Não se imagina que os candidatos sejam seres que tudo podem. Não há lugar para salvadores da pátria, do estado ou da cidade. Assim, o compromisso político confiável é fruto de debate e calcado em estudo consistente.
Na escala local, veja-se o caso da cidade metropolitana do Rio de Janeiro. Com 12 milhões de habitantes, produzindo 70% do PIB do estado, não tem instituição dedicada ao seu estudo e ao seu planejamento; tampouco à articulação das políticas setoriais (saneamento, mobilidade, habitação, etc.) ou municipais ( uso do solo, controle urbanístico, etc). Vai-se no improviso.
Logo, é importante saber o que os candidatos pensam sobre a constituição de uma governança metropolitana como recomenda o Plano “Modelar a Metrópole”, boa iniciativa do Governo do Estado e do Banco Mundial, há pouco divulgado.
O Plano contém outros temas que merecem aprofundamento, cujo debate também interessa às cidades em geral.
Por exemplo: em busca de “equilibrar a metrópole”, objetivo saudável, será razoável desestimular atividades e empregos no Centro para incentivar a sua criação em outras regiões? O Centro do Rio (e de muitas cidades) sofre processo de esvaziamento há décadas. Abandona-se o Porto?
Será vantajoso ocupar áreas para além da cidade, como as glebas vazias vizinhas ao Arco Metropolitano? Ou servirá à especulação imobiliária e à expansão predatória do território?
Se o sistema de trens suburbanos é o que sabemos, ignoraremos a necessidade de transformá-lo em metrô? (O jornal El País, em “Os trens da morte na Baixada Fluminense”, informa sobre 66 homicídios provocados por atropelamento ferroviário, ano passado: “desequilibrou-se e caiu no vão entre o trem e a plataforma; morreu atropelada”.)
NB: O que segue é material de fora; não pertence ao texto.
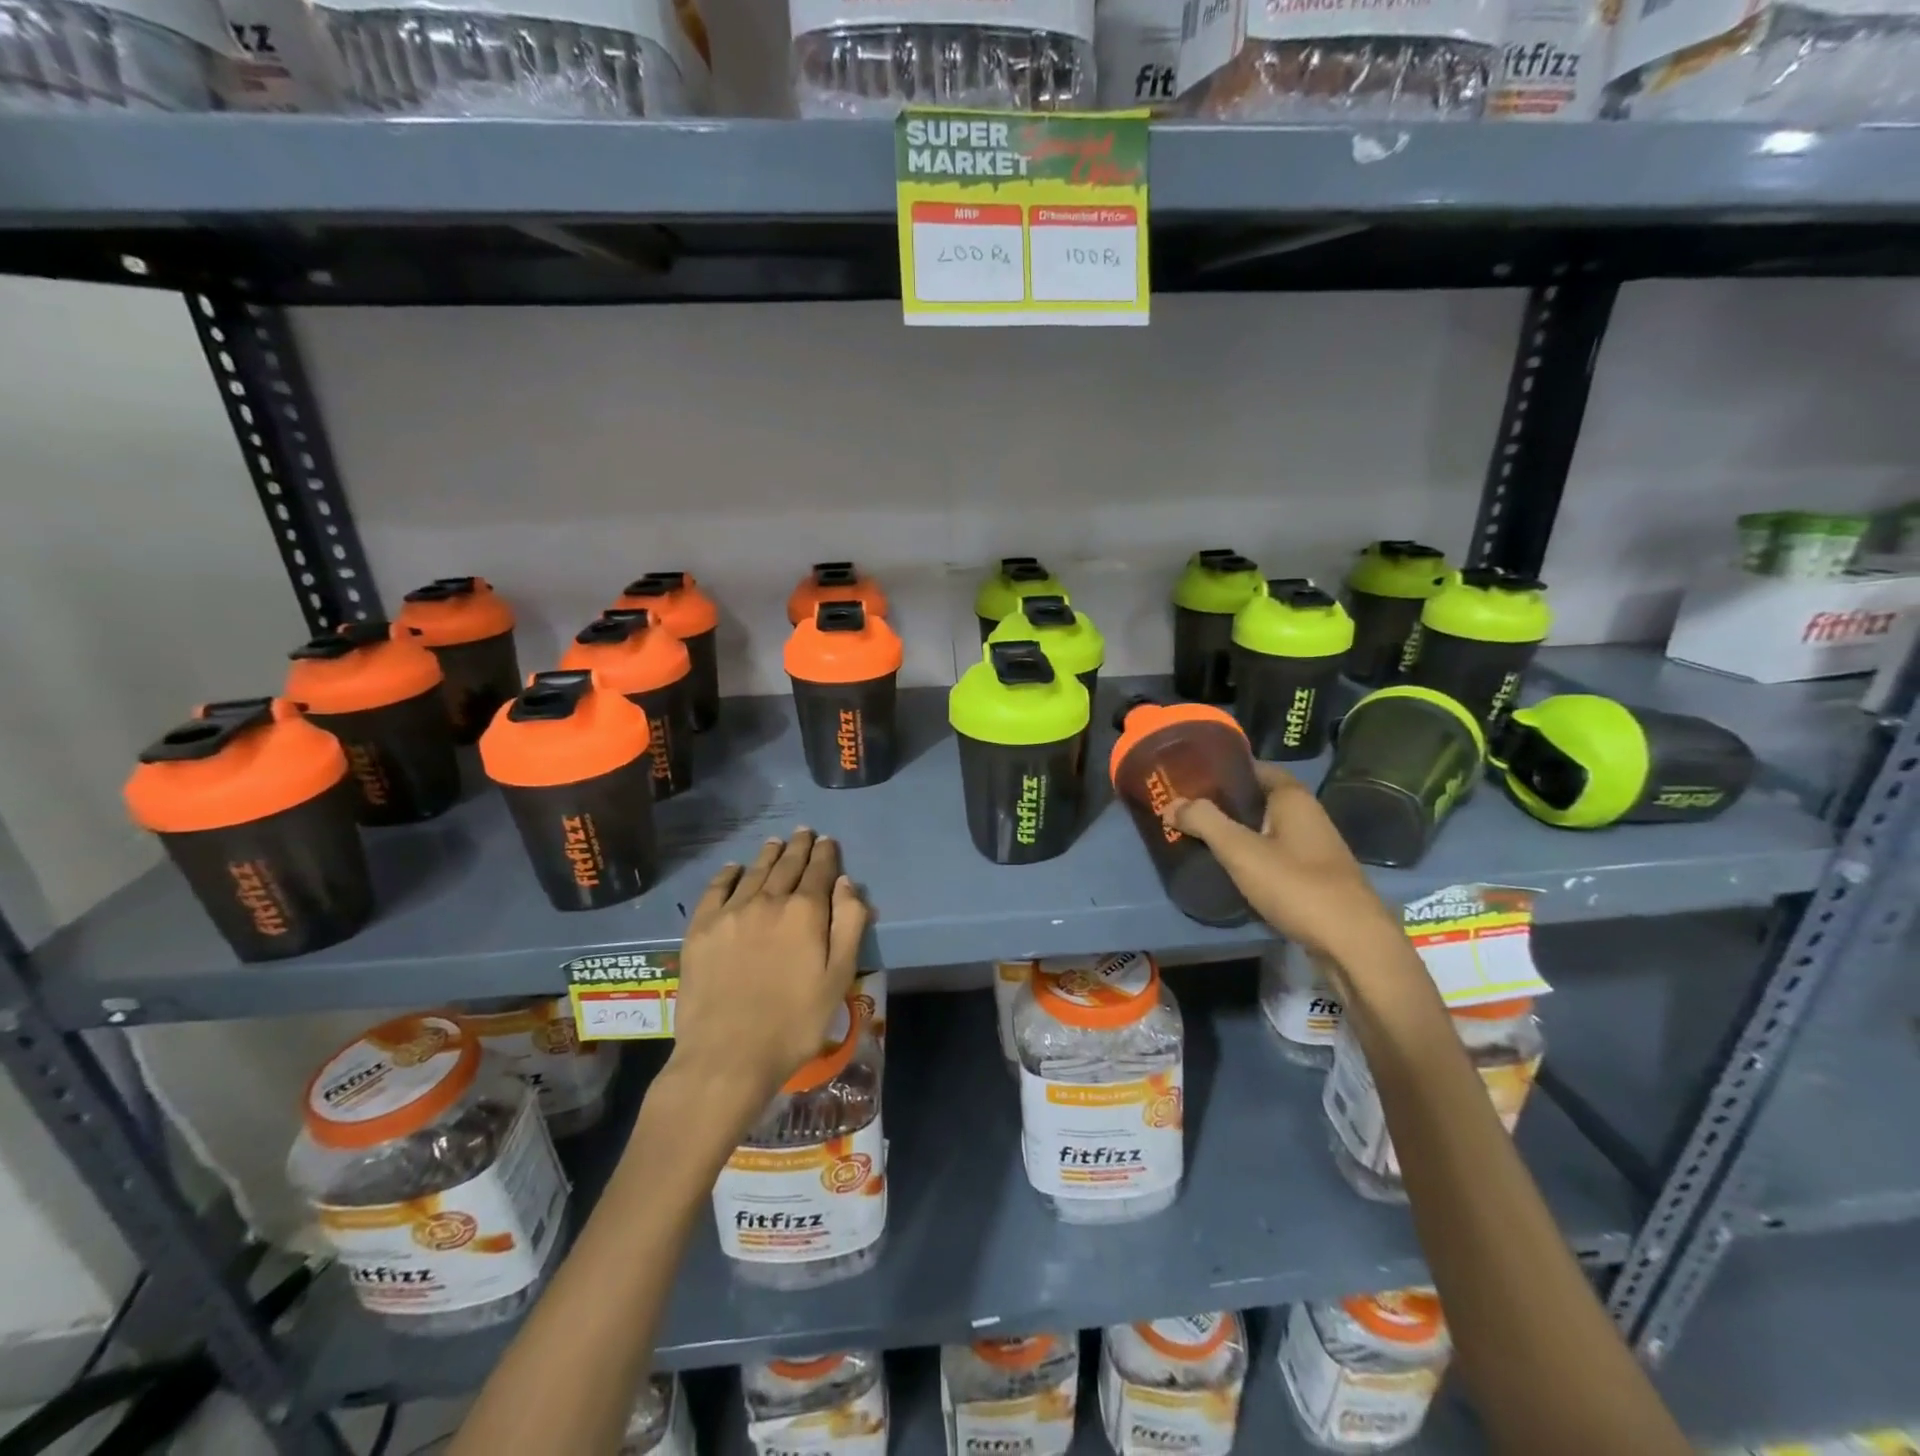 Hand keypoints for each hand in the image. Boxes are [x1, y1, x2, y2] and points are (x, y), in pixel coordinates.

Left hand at [667, 829, 868, 1121]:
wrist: (727, 1056)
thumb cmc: (794, 1023)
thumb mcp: (839, 978)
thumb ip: (848, 925)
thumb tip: (846, 883)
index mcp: (805, 912)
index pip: (819, 871)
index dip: (826, 854)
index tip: (827, 841)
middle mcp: (768, 901)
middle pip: (786, 865)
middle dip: (798, 847)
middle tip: (804, 832)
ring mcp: (730, 913)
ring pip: (753, 872)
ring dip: (768, 855)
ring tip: (776, 842)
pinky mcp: (701, 930)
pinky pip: (716, 890)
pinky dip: (728, 874)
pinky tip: (734, 868)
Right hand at [1162, 764, 1405, 982]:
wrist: (1353, 944)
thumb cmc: (1297, 886)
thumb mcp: (1241, 851)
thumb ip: (1205, 822)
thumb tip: (1172, 803)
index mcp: (1293, 798)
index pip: (1255, 768)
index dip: (1223, 769)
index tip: (1190, 776)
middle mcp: (1307, 816)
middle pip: (1259, 798)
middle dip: (1224, 802)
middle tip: (1186, 808)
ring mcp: (1313, 848)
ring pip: (1266, 828)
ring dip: (1236, 831)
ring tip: (1199, 837)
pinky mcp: (1314, 877)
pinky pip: (1275, 854)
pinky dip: (1251, 856)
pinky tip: (1230, 869)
Enfim, são temas em aberto.
Contudo, há urgência: as cidades brasileiras, e o Rio, estão à beira de um ataque de nervos. Não são triviais as agressões que sofrem por descaso, incompetência e até má fé – que debilitam a cidadania e comprometem o desenvolvimento do país.
Assim, a crise de representação política que atinge a democracia brasileira vai mais além do que a das principais democracias. Para superá-la, o país precisa reconhecer e enfrentar a questão urbana. O Brasil depende de suas cidades sintonizadas com a cidadania.